[Collected data entries]
================
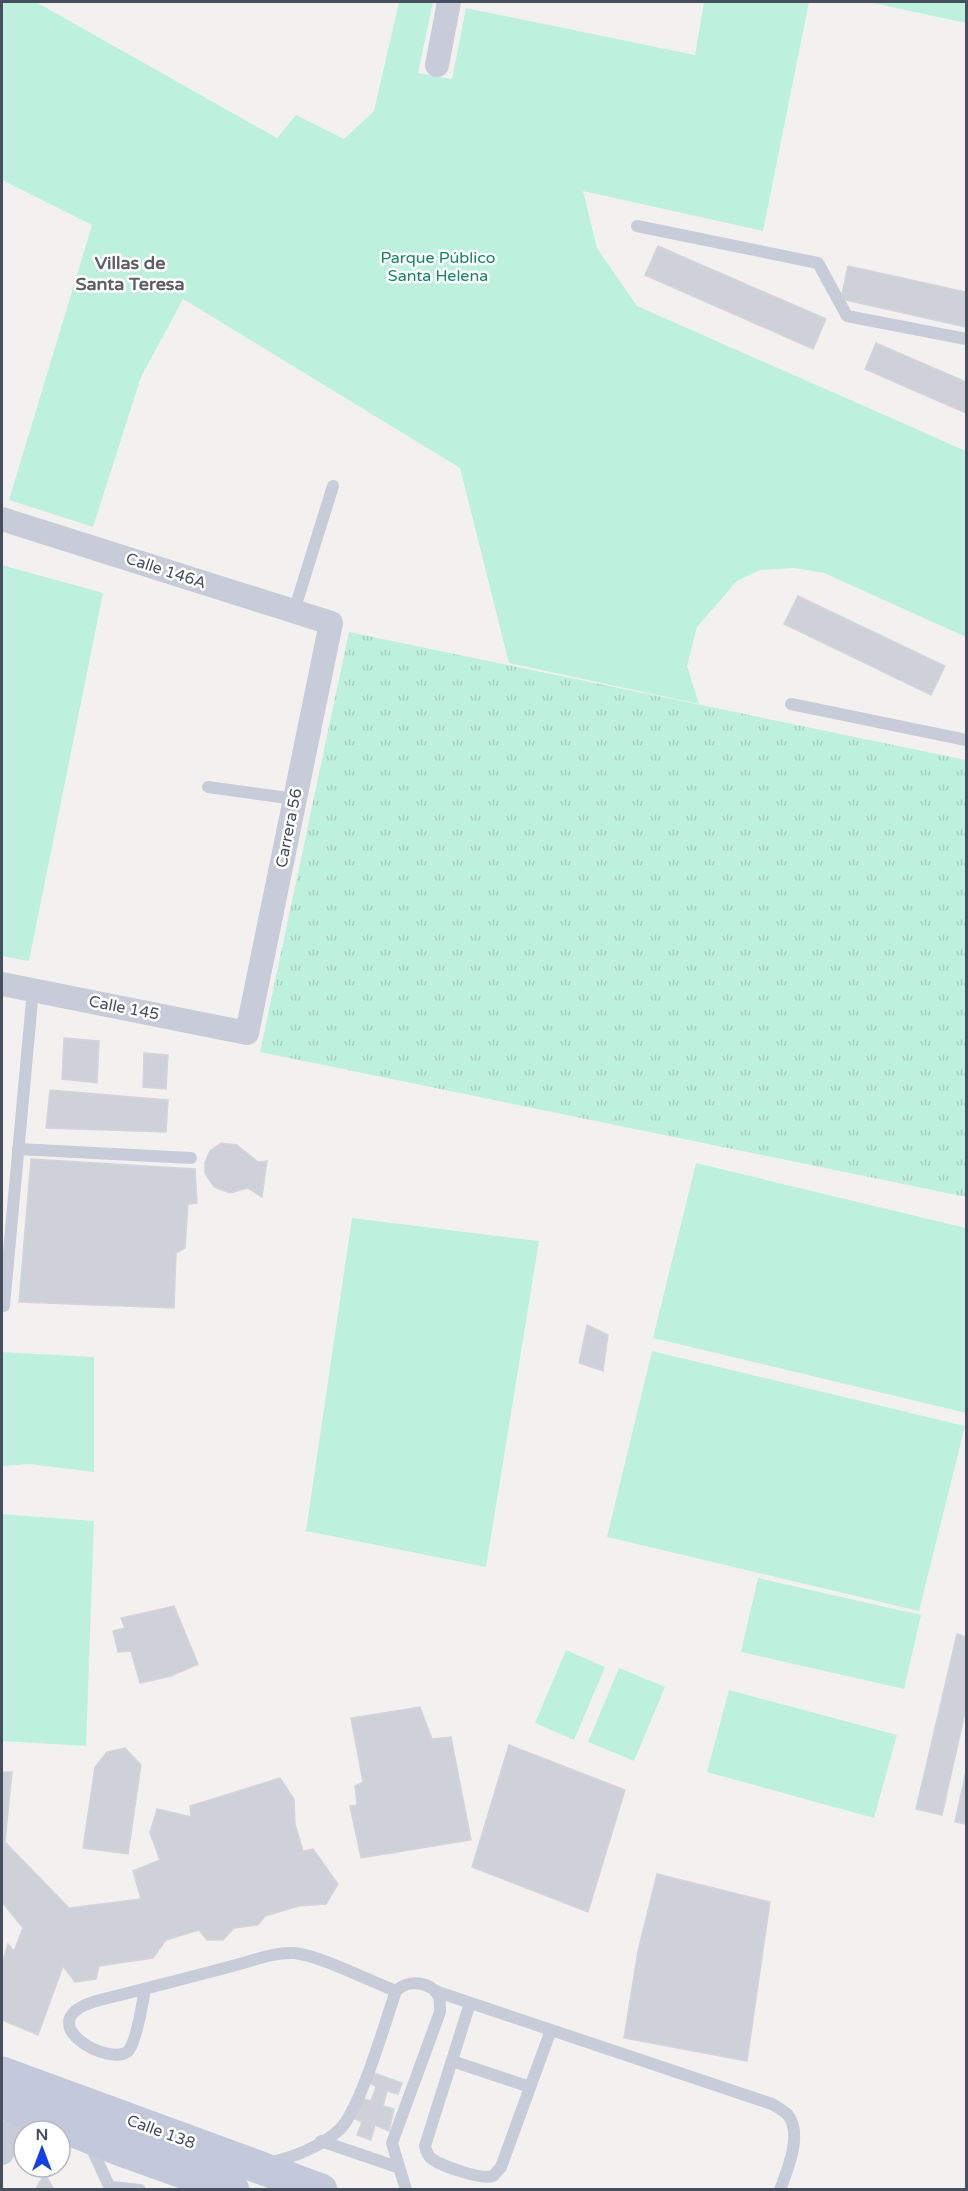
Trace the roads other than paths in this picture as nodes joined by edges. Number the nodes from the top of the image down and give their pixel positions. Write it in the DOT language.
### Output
graph roads {
  1 [pos="449,2"];
  2 [pos="437,65"];
  3 [pos="637,226"];
  4 [pos="966,339"];
  5 [pos="333,486"];
  6 [pos="2,519"];
  7 [pos="294,611"];
  8 [pos="331,623"];
  9 [pos="791,704"];
  10 [pos="966,740"];
  11 [pos="208,787"];
  12 [pos="295,799"];
  13 [pos="2,984"];
  14 [pos="33,990"];
  15 [pos="247,1033"];
  16 [pos="18,1149"];
  17 [pos="191,1158"];
  18 [pos="4,1306"];
  19 [pos="145,1989"];
  20 [pos="396,1991"];
  21 [pos="435,1991"];
  22 [pos="470,2003"];
  23 [pos="551,2030"];
  24 [pos="452,2061"];
  25 [pos="2,2073"];
  26 [pos="530,2087"];
  27 [pos="19,2099"];
  28 [pos="85,2136"];
  29 [pos="321,2141"];
  30 [pos="2,2154"];
  31 [pos="397,2167"];
  32 [pos="242,2177"];
  33 [pos="111,2188"];
  34 [pos="140,2190"];
  35 [pos="321,2190"];
  36 [pos="406,2190"];
  37 [pos="780,2190"];
  1 -- 2 [label="street"];
  3 -- 4 [label="lane"];
  5 -- 7 [label="lane"];
  6 -- 7 [label="street, Calle 146A"];
  7 -- 8 [label="street, Calle 146A"];
  8 -- 12 [label="street, Carrera 56"];
  9 -- 10 [label="lane"];
  11 -- 12 [label="lane"];
  12 -- 15 [label="street, Carrera 56"];
  13 -- 14 [label="street, Calle 145"];
  14 -- 15 [label="street, Calle 145"];
  14 -- 16 [label="lane"];
  16 -- 17 [label="lane"];
  16 -- 18 [label="lane"];
  19 -- 19 [label="lane"];
  19 -- 20 [label="lane"];
  20 -- 21 [label="lane"];
  20 -- 29 [label="lane"];
  21 -- 22 [label="lane"];
  21 -- 31 [label="lane"];
  22 -- 23 [label="lane"];
  22 -- 24 [label="lane"];
  23 -- 26 [label="lane"];
  23 -- 37 [label="lane"];
  24 -- 26 [label="lane"];
  24 -- 26 [label="lane"];
  25 -- 27 [label="main road, Calle 138"];
  27 -- 28 [label="main road, Calle 138"];
  27 -- 30 [label="street"];
  27 -- 32 [label="main road, Calle 138"];
  28 -- 32 [label="main road, Calle 138"];
  28 -- 33 [label="lane"];
  29 -- 31 [label="lane"];
  29 -- 32 [label="lane"];
  31 -- 36 [label="lane"];
  32 -- 35 [label="main road, Calle 138"];
  33 -- 34 [label="lane"];
}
================
TASK DESCRIPTION:
The expected output is every entry above, character for character, with no pictures.

SOLUTION TO THIS TASK:
Trace the roads other than paths in this picture as nodes joined by edges. Number the nodes from the top of the image down and give their pixel positions. Write it in the DOT language.
### Output
graph roads {
  1 [pos="449,2"];
  2 [pos="437,65"];
  3 [pos="637,226"];
  4 [pos="966,339"];
  5 [pos="333,486"];
  6 [pos="2,519"];
  7 [pos="294,611"];
  8 [pos="331,623"];
  9 [pos="791,704"];
  10 [pos="966,740"];
  11 [pos="208,787"];
  12 [pos="295,799"];
  13 [pos="2,984"];
  14 [pos="33,990"];
  15 [pos="247,1033"];
  16 [pos="18,1149"];
  17 [pos="191,1158"];
  18 [pos="4,1306"];
  19 [pos="145,1989"];
  20 [pos="396,1991"];
  21 [pos="435,1991"];
  22 [pos="470,2003"];
  23 [pos="551,2030"];
  24 [pos="452,2061"];
  25 [pos="2,2073"];
  26 [pos="530,2087"];
  27 [pos="19,2099"];
  28 [pos="85,2136"];
  29 [pos="321,2141"];
  30 [pos="2,2154"];
  31 [pos="397,2167"];
  32 [pos="242,2177"];
  33 [pos="111,2188"];
  34 [pos="140,2190"];
  35 [pos="321,2190"];
  36 [pos="406,2190"];
  37 [pos="780,2190"];
  1 -- 2 [label="street"];
  3 -- 4 [label="lane"];
  5 -- 7 [label="lane"];
  6 -- 7 [label="street, Calle 146A"];
  7 -- 8 [label="street, Calle 146A"];
  8 -- 12 [label="street, Carrera 56"];
  9 -- 10 [label="lane"];
  11 -- 12 [label="lane"];
  12 -- 15 [label="street, Carrera 56"];
  13 -- 14 [label="street, Calle 145"];
  14 -- 15 [label="street, Calle 145"];
  14 -- 16 [label="lane"];
  16 -- 17 [label="lane"];
  16 -- 18 [label="lane"];
  19 -- 19 [label="lane"];
  19 -- 20 [label="lane"];
  20 -- 21 [label="lane"];
  20 -- 29 [label="lane"];
  21 -- 22 [label="lane"];
  21 -- 31 [label="lane"];
  22 -- 23 [label="lane"];
  22 -- 24 [label="lane"];
  23 -- 26 [label="lane"];
  23 -- 37 [label="lane"];
  24 -- 26 [label="lane"];
  24 -- 26 [label="lane"];
  25 -- 27 [label="main road, Calle 138"];
  27 -- 28 [label="main road, Calle 138"];
  27 -- 30 [label="street"];
  27 -- 32 [label="main road, Calle 138"];
  28 -- 32 [label="main road, Calle 138"];
  28 -- 33 [label="lane"];
  29 -- 31 [label="lane"];
  29 -- 32 [label="lane"];
  31 -- 36 [label="lane"];
  32 -- 35 [label="main road, Calle 138"];
  33 -- 34 [label="lane"];
}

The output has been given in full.